Migrating from Oracle Calendar Server to Microsoft Exchange while retaining recurrence patterns.

Oracle Calendar to Exchange -- Recurrence Pattern Recreation

When Sumatra reads Oracle Calendar Server data, it readily finds all of the instances of recurring meetings and activities – but the pattern created in OCS / CorporateTime is lost.

To make transition more seamless for the user community when moving to Exchange, Sumatra has developed methods of re-creating equivalent recurrence patterns and implementing these in Exchange.

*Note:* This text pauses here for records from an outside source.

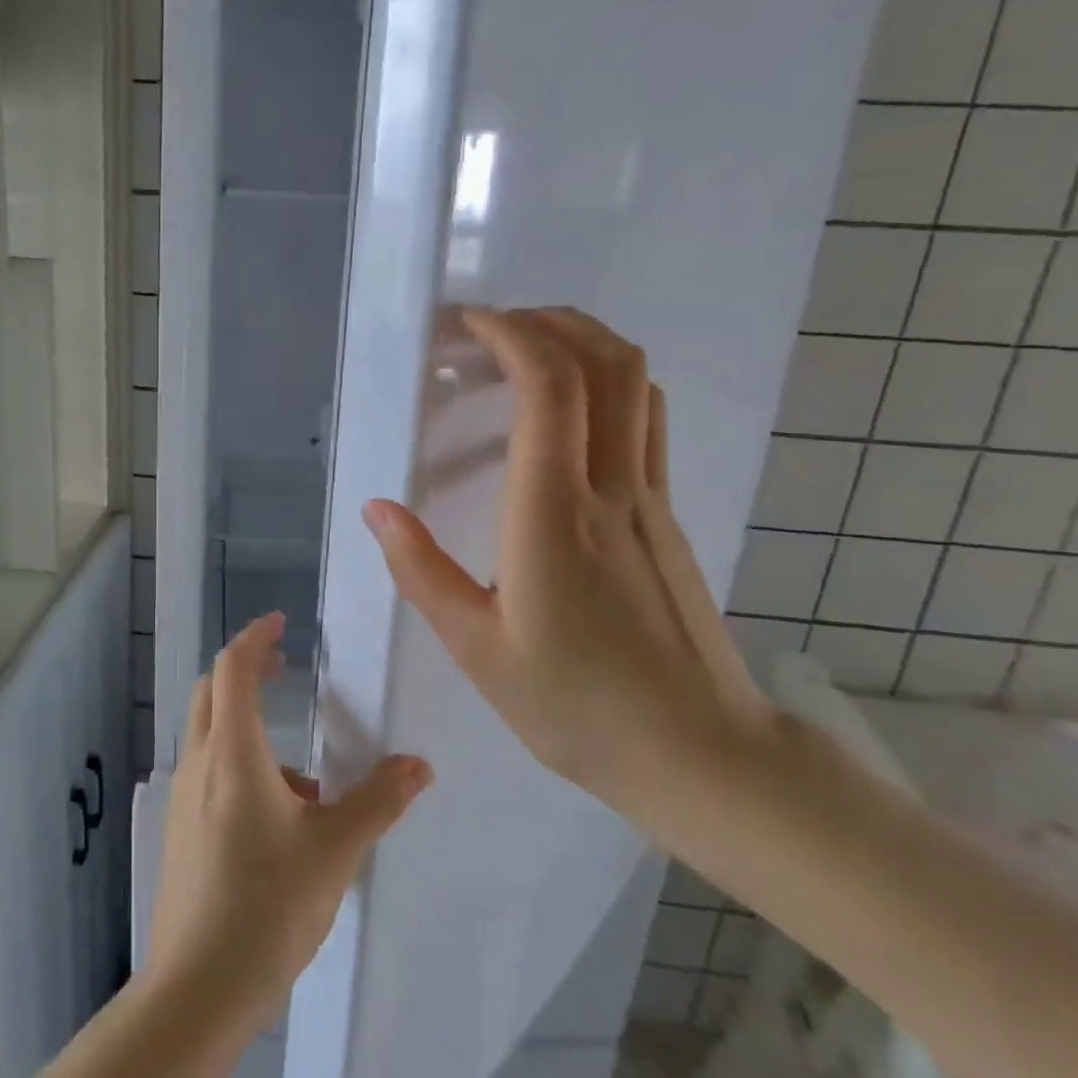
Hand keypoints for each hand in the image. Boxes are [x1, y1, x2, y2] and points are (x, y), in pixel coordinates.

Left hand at [148, 613, 432, 1025]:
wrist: (199, 987)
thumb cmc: (268, 904)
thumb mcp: (336, 849)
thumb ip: (379, 801)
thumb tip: (419, 765)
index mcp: (233, 752)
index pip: (233, 668)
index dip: (255, 638)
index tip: (281, 623)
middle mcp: (201, 763)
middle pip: (212, 691)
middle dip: (246, 670)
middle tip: (284, 667)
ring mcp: (183, 797)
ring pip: (211, 735)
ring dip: (248, 727)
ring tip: (305, 780)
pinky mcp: (180, 830)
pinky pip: (210, 774)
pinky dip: (241, 768)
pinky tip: (280, 823)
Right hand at [362, 307, 771, 815]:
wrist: (700, 755)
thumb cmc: (576, 707)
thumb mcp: (477, 650)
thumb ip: (421, 571)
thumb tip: (377, 508)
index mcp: (552, 516)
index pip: (547, 389)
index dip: (510, 336)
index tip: (467, 324)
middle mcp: (610, 489)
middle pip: (605, 363)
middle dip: (550, 322)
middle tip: (494, 326)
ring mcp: (650, 498)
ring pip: (638, 383)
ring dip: (587, 343)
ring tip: (531, 348)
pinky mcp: (668, 515)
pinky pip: (647, 419)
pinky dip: (610, 383)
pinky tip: (572, 409)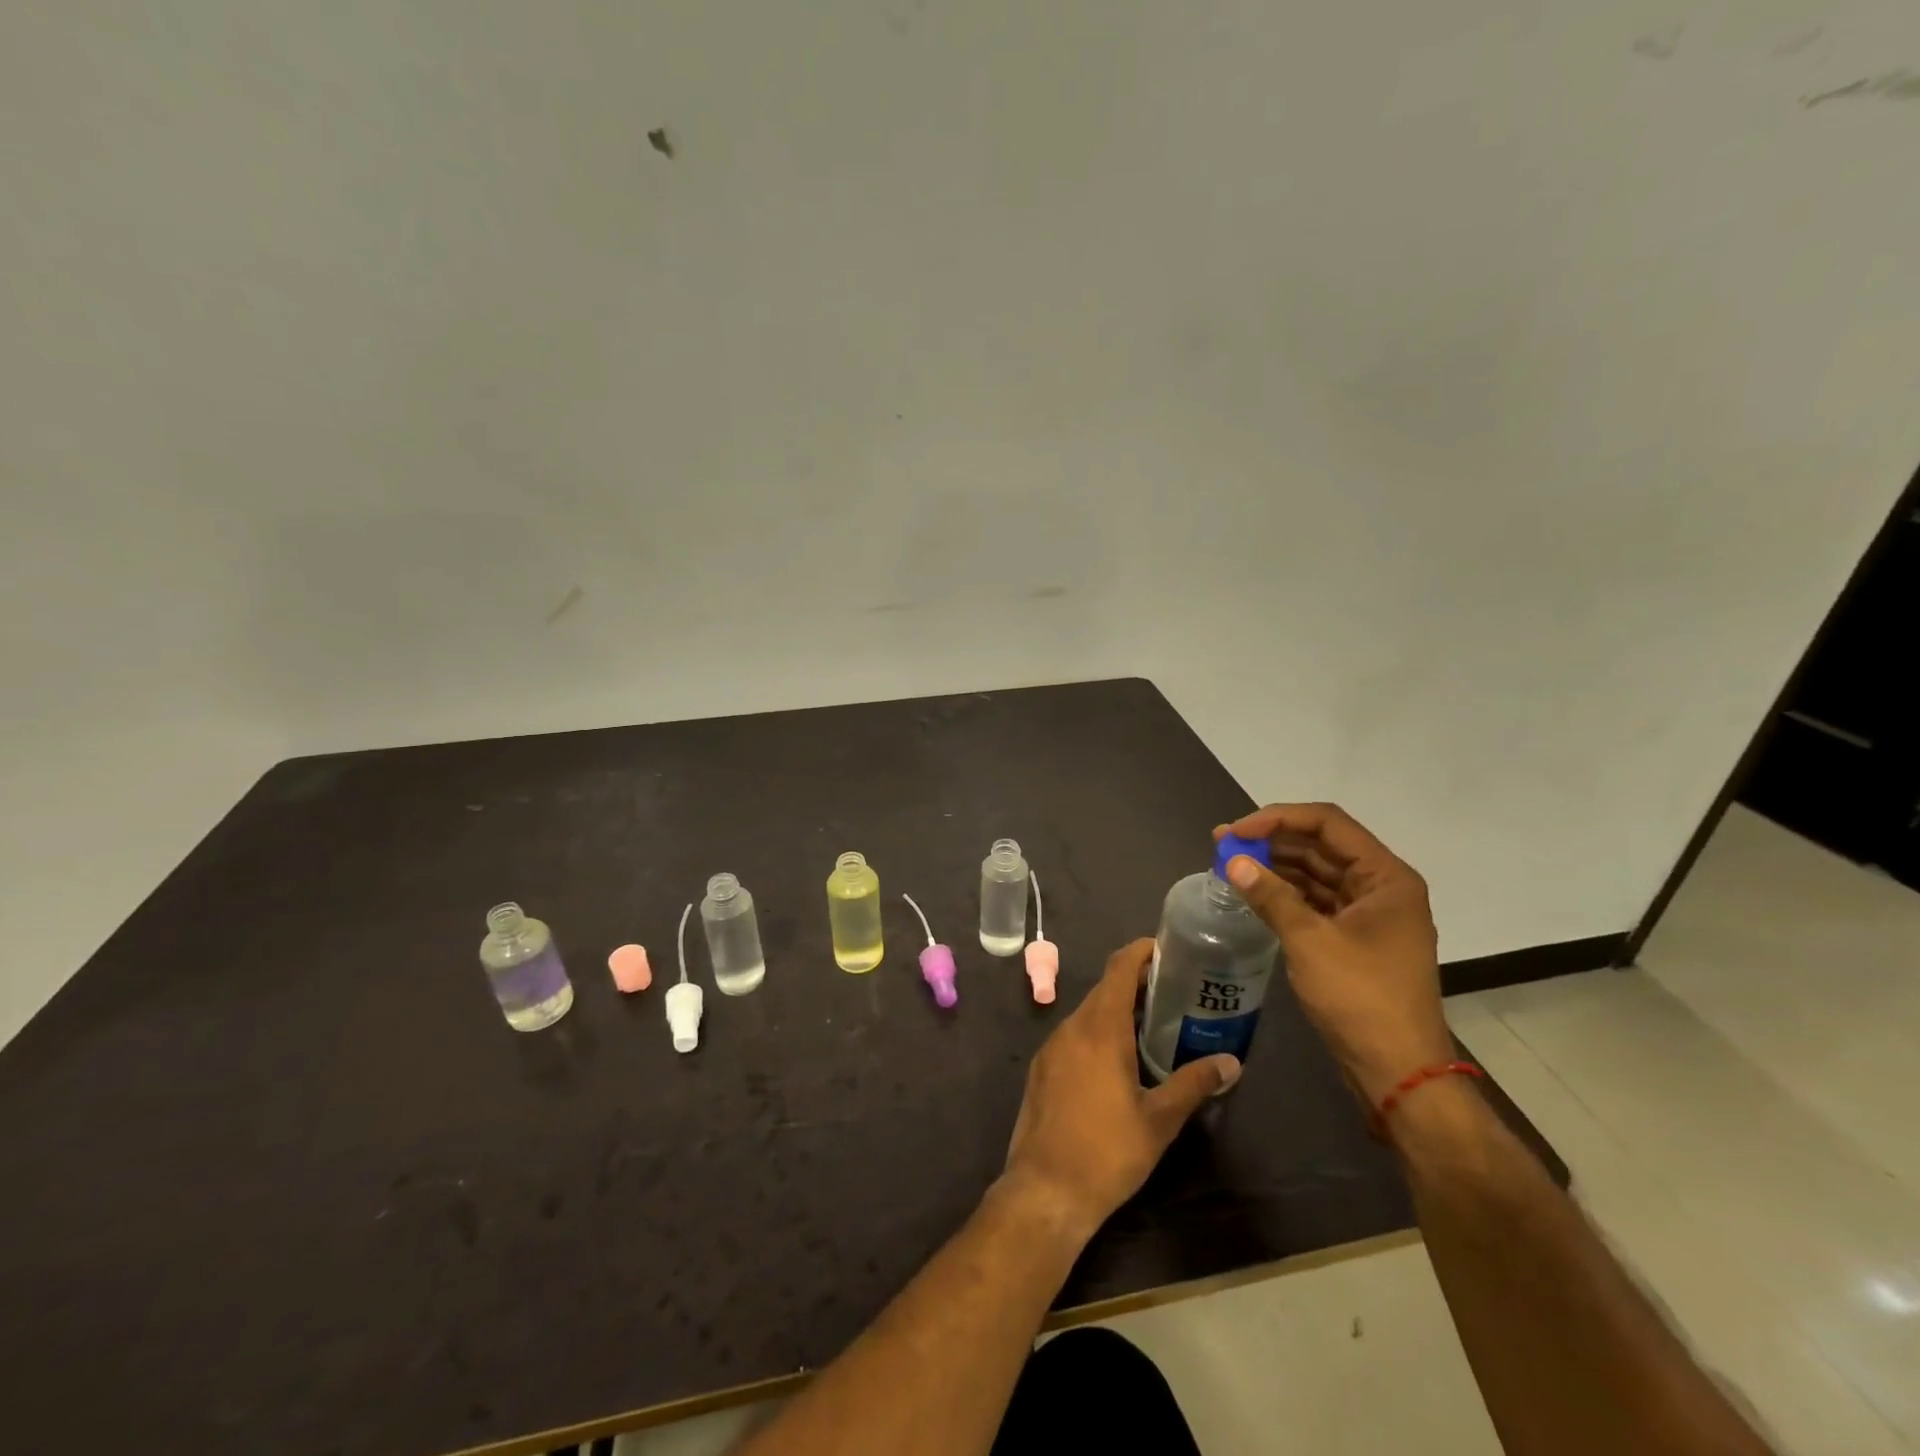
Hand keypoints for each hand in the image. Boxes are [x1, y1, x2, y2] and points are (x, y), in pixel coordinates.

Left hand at [1001, 939, 1239, 1241]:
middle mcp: (1072, 1027)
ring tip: (1153, 1025)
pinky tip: (1118, 1059)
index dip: (1141, 952)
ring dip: (1117, 1009)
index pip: (1119, 969)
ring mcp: (1052, 1047)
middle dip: (1136, 983)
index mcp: (1100, 1029)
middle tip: (1174, 992)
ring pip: (1088, 1012)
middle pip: (1105, 988)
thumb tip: (1231, 1063)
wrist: (1045, 1190)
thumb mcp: (1159, 1120)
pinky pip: (1074, 1035)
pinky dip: (1097, 1031)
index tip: (1167, 949)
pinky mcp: (1041, 1068)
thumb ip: (1193, 1084)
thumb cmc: (1108, 1152)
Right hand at [1215, 804, 1452, 1105]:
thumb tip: (1232, 862)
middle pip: (1322, 845)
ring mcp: (1370, 914)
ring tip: (1231, 865)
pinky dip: (1286, 893)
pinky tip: (1254, 892)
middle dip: (1272, 841)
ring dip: (1276, 866)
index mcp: (1386, 877)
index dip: (1278, 819)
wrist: (1398, 1071)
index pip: (1328, 823)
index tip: (1236, 832)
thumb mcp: (1310, 941)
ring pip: (1317, 873)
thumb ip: (1270, 895)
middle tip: (1223, 844)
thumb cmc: (1360, 999)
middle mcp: (1382, 887)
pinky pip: (1317, 901)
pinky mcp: (1356, 938)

While most recurrence patterns are simple and map readily, some of the patterns Oracle can create cannot be mapped into Exchange in any simple way – in these instances we insert the appointments or meetings as multiple instances with no recurrence pattern.

The following explains this in more detail.

Daily patterns in Oracle Calendar Server map easily into Outlook recurrence patterns.

Weekly Oracle Calendar Server patterns also map easily. For consistency, some “daily” patterns in OCS are translated into the equivalent “weekly.” That is – a “daily” OCS meeting that happens every 7 days is the same as a “weekly” meeting happening every “Tuesday.”

Monthly on Dates Oracle Calendar Server and Monthly on Dates in Microsoft Outlook are more problematical.

As you can see in the screen shots, OCS allows multiple collections od "by dates" or "by specific weeks."

We map these OCS occurrences if there is ONE of them per month. If there are two with the same title, we cannot translate them into an Outlook / Exchange recurrence pattern because Outlook allows only ONE such instance per month for a recurring meeting.

In cases where OCS has multiples (and our statistics show this is a rarely used condition relative to other recurrence patterns) we leave them as single instances.

Yearly recurrences map from OCS into Outlook / Exchange with no problems.

As always in migrations, there is usually ample time to work out special cases for client requirements.